▶ Available data
++++++++++++++++++++
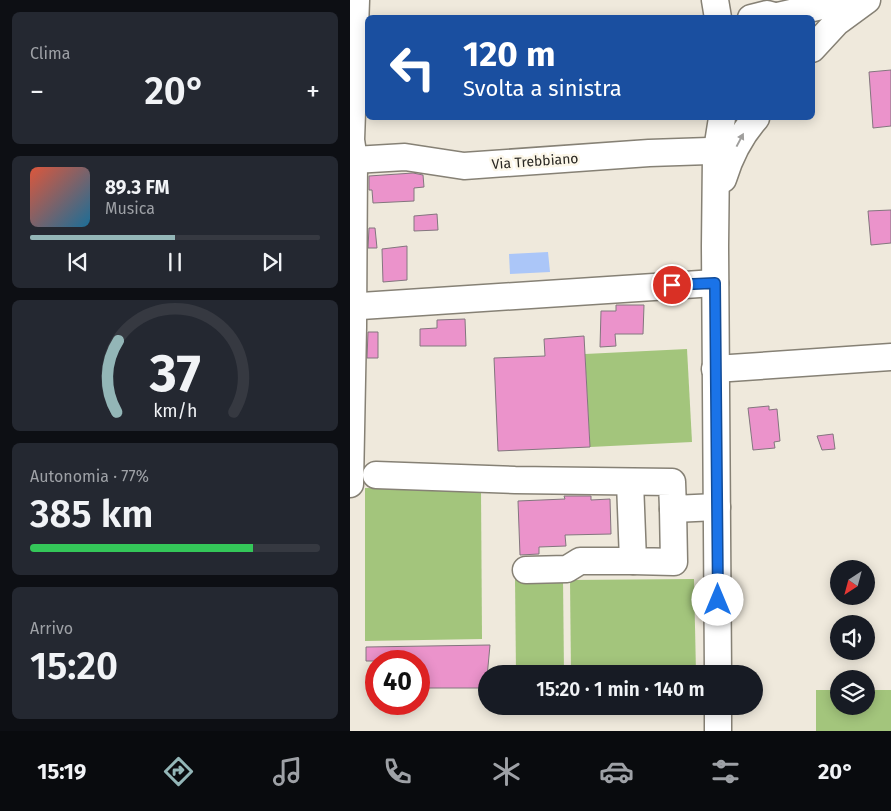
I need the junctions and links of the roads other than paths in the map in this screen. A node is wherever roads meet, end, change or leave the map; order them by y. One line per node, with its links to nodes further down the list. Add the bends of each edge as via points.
1 (356, 0): 11 (street, via 351,140)
2 (714, 0): 6 (street)
3 (847, 0): 5 (street)
4 (867, 0): 7 (street, via 837,22)
5 (765, 13)
6 (717, 15)
7 (815, 46)
8 (722, 120): 10 (street)
9 (754, 120): 12 (street, one-way to 9, via 730,159 745,130)
10 (716, 156): 11 (street, Via Trebbiano, via 710,151 649,153 464,166 405,156); 12 (street)
11 (354, 160): 19 (street)
12 (716, 199): 13 (street)
13 (715, 283): 14 (street); 16 (street)
14 (361, 306)
15 (891, 357): 16 (street)
16 (715, 369): 20 (street)
17 (376, 475): 18 (street)
18 (630, 482): 21 (street, via 672,482); 22 (street)
19 (350, 484)
20 (717, 507): 21 (street); 24 (street)
21 (673, 509): 22 (street, via 674,562)
22 (633, 562): 23 (street, via 580,561 567,569)
23 (526, 570)
24 (718, 665)
25 (718, 715): 26 (street)
26 (718, 731)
++++++++++++++++++++
▶ Work order
Without the pictures, output the full listing exactly as it stands.

▶ Exercise result
I need the junctions and links of the roads other than paths in the map in this screen. A node is wherever roads meet, end, change or leave the map; order them by y. One line per node, with its links to nodes further down the list. Add the bends of each edge as via points.
1 (356, 0): 11 (street, via 351,140)
2 (714, 0): 6 (street)
3 (847, 0): 5 (street)
4 (867, 0): 7 (street, via 837,22)
5 (765, 13)
6 (717, 15)
7 (815, 46)
8 (722, 120): 10 (street)
9 (754, 120): 12 (street, one-way to 9, via 730,159 745,130)
10 (716, 156): 11 (street, Via Trebbiano, via 710,151 649,153 464,166 405,156); 12 (street)
11 (354, 160): 19 (street)
12 (716, 199): 13 (street)
13 (715, 283): 14 (street); 16 (street)
14 (361, 306)
15 (891, 357): 16 (street)
16 (715, 369): 20 (street)
17 (376, 475): 18 (street)
18 (630, 482): 21 (street, via 672,482); 22 (street)
19 (350, 484)
20 (717, 507): 21 (street); 24 (street)
21 (673, 509): 22 (street, via 674,562)
22 (633, 562): 23 (street, via 580,561 567,569)
23 (526, 570)
24 (718, 665)
25 (718, 715): 26 (street)
26 (718, 731)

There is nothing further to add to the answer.